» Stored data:

━━━━━━━━━━━━━━━━━━━━

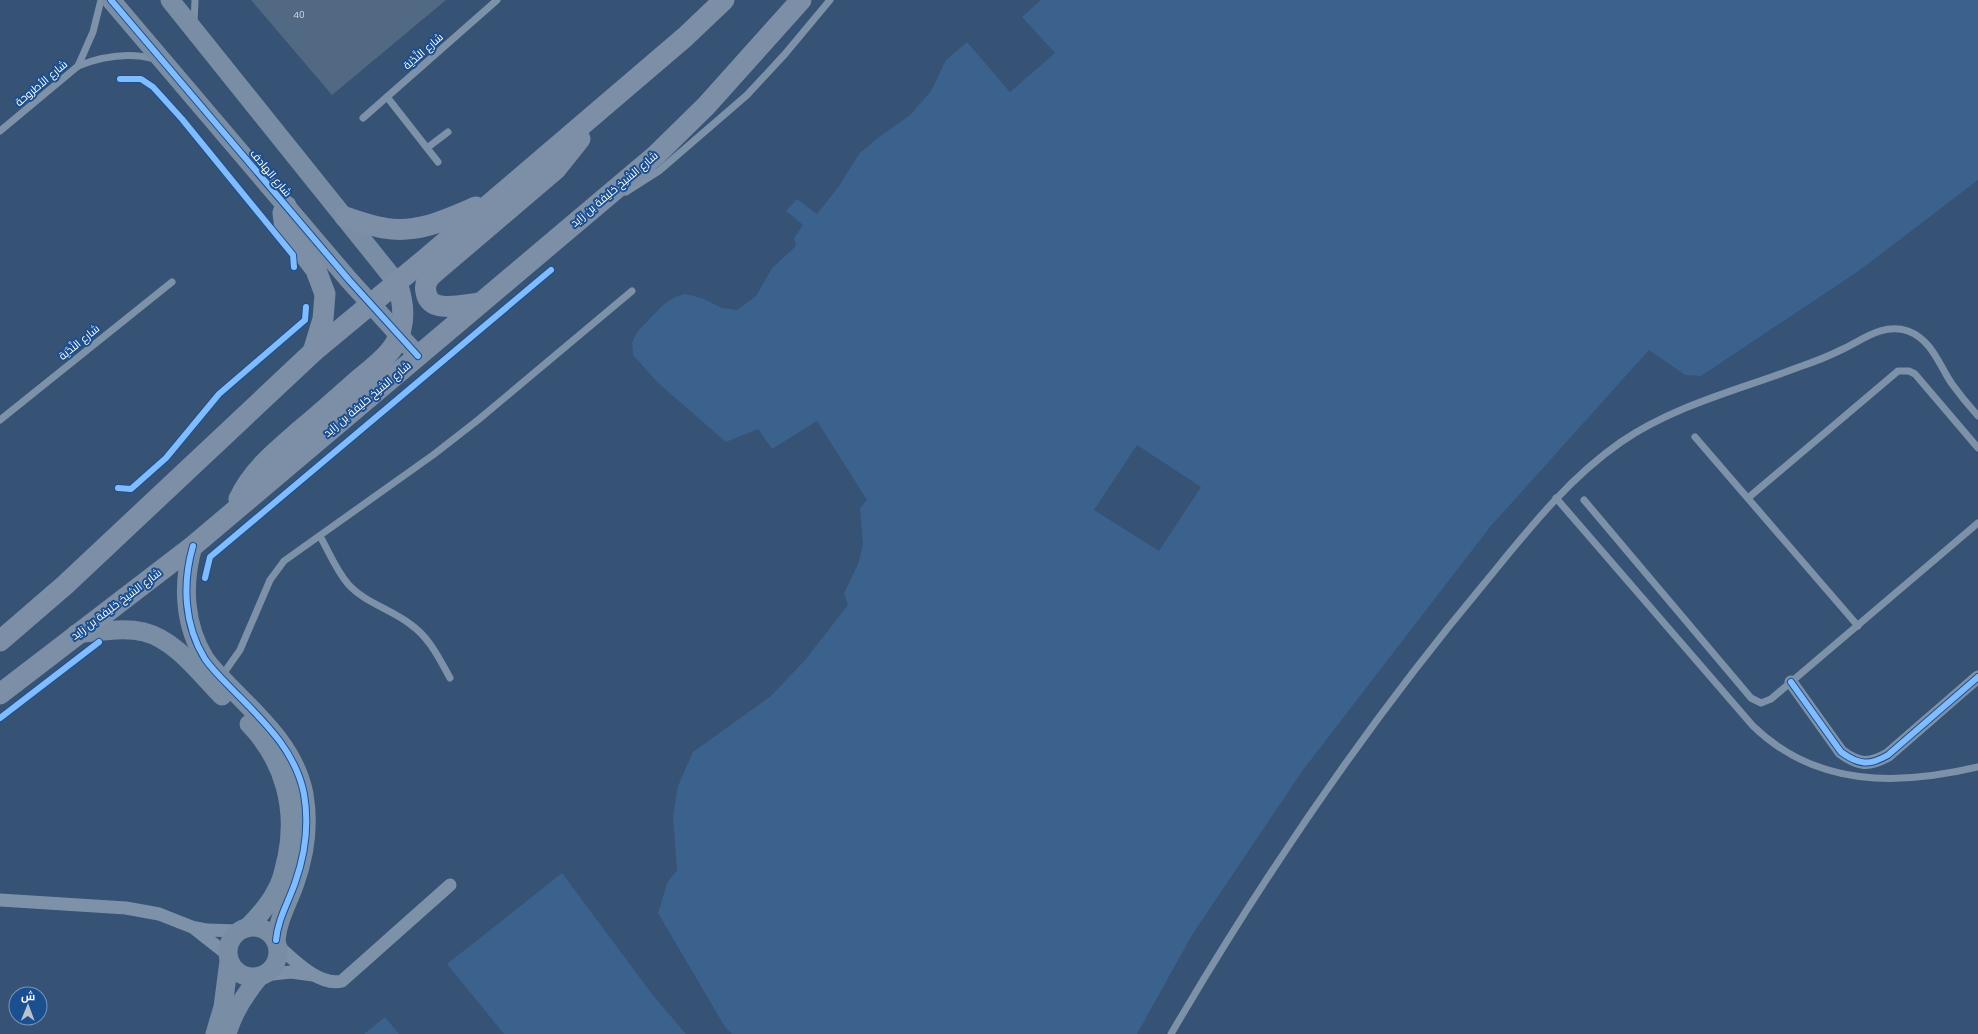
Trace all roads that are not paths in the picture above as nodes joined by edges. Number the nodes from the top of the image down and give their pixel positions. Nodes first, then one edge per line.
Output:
1 (102, 0) edge
2 (111, 0) edge
3 (170, 0) edge
4 (195, 0) edge
5 (497, 0) edge
6 (724, 0) edge
7 (801, 0) edge
8 (830, 0) edge
9 (194, 30) junction
10 (163, 61) junction
11 (78, 66) junction
12 (387, 97) junction
13 (363, 118) dead end
14 (588, 120) junction
15 (0, 132) edge
16 (448, 132) dead end
17 (427, 148) junction
18 (438, 162) dead end
19 (495, 199) junction
20 (594, 205) junction
21 (286, 206) junction
22 (345, 217) junction
23 (172, 282) dead end
24 (397, 283) junction
25 (632, 291) dead end
26 (480, 303) junction
27 (372, 304) junction
28 (399, 336) junction
29 (312, 352) junction
30 (418, 356) junction
31 (1978, 416) edge
32 (0, 420) edge
33 (1695, 437) dead end
34 (1978, 448) edge
35 (1556, 498) junction
36 (1748, 498) junction
37 (1584, 500) dead end
38 (233, 512) junction
39 (1978, 523) edge
40 (320, 536) junction
41 (194, 546) junction
42 (65, 585) junction
43 (0, 626) edge
44 (1858, 626) junction
45 (76, 634) junction
46 (0, 641) edge
47 (1978, 677) edge
48 (221, 678) junction
49 (450, 678) dead end
50 (1791, 682) junction
51 (0, 694) edge
52 (1978, 767) edge
53 (450, 885) dead end
54 (0, 900) edge
55 (192, 927) junction
56 (243, 929) junction
57 (277, 942) junction
58 (229, 958) junction
59 (262, 976) junction
60 (317, 976) junction
61 (215, 1034) edge
62 (227, 1034) edge
63 (1172, 1034) edge

1 - 11 lane, شارع الأطروحة
2 - 10 street, شارع الهادف
3 - 9 street
4 - 9 lane
5 - 12 lane, شارع النَّدْيَة
6 - 14 main road
7 - 20 main road, شارع الشيخ خليفة بن زايد
8 - 20 lane
9 - 22 street
10 - 11 lane, شارع الأطروحة
10 - 21 street, شارع الهادف
11 - 15 lane, شارع الأطروحة
12 - 13 lane, شارع النَّدْيَة
12 - 17 lane
14 - 19 main road
14 - 26 main road
16 - 17 lane
17 - 18 lane
19 - 22 main road
19 - 24 main road
20 - 26 main road, شارع الشيخ خليفة بن زايد
21 - 27 street, شارع الهادف
21 - 29 main road
22 - 24 street
23 - 32 lane, شارع النَّدْيَة
24 - 27 main road
24 - 28 main road
25 - 40 lane
26 - 30 main road, شارع الشيخ خليفة بن زايد
27 - 28 street, شارع الهادف
27 - 29 main road
28 - 30 street, شارع الهادف
28 - 38 main road
29 - 42 main road
30 - 38 main road, شارع الشيخ خليفة بن زايد
31 - 35 lane
33 - 36 lane
34 - 36 lane
35 - 52 lane
35 - 63 lane
36 - 44 lane
37 - 50 lane
38 - 41 main road, شارع الشيخ خليفة بن زايد
39 - 44 lane
40 - 48 lane
40 - 49 lane
41 - 45 main road, شارع الشيخ خليفة بن زايد
41 - 48 street
42 - 43 main road
42 - 46 main road
44 - 50 lane
45 - 51 main road, شارع الشيخ خليفة بن زايد
45 - 56 street
47 - 50 street
48 - 57 street
53 - 60 street
54 - 55 street
55 - 56 street
55 - 58 street
56 - 57 street
56 - 58 street
57 - 59 street
57 - 60 street
58 - 59 street
58 - 61 street
59 - 60 street
59 - 62 street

━━━━━━━━━━━━━━━━━━━━

» WHAT IS BEING ASKED: Find the lines above holding the word "زايد" and show them.

» ANSWER TO THE EXERCISE:
7 - 20 main road, شارع الشيخ خليفة بن زايد
20 - 26 main road, شارع الشيخ خليفة بن زايد
26 - 30 main road, شارع الشيخ خليفة بن زايد
30 - 38 main road, شارع الشيخ خليفة بن زايد
38 - 41 main road, شارع الشيخ خليفة بن زايد
41 - 45 main road, شارع الشيخ خليفة بن زايد
45 - 51 main road, شارع الشيخ خليفة بن زايد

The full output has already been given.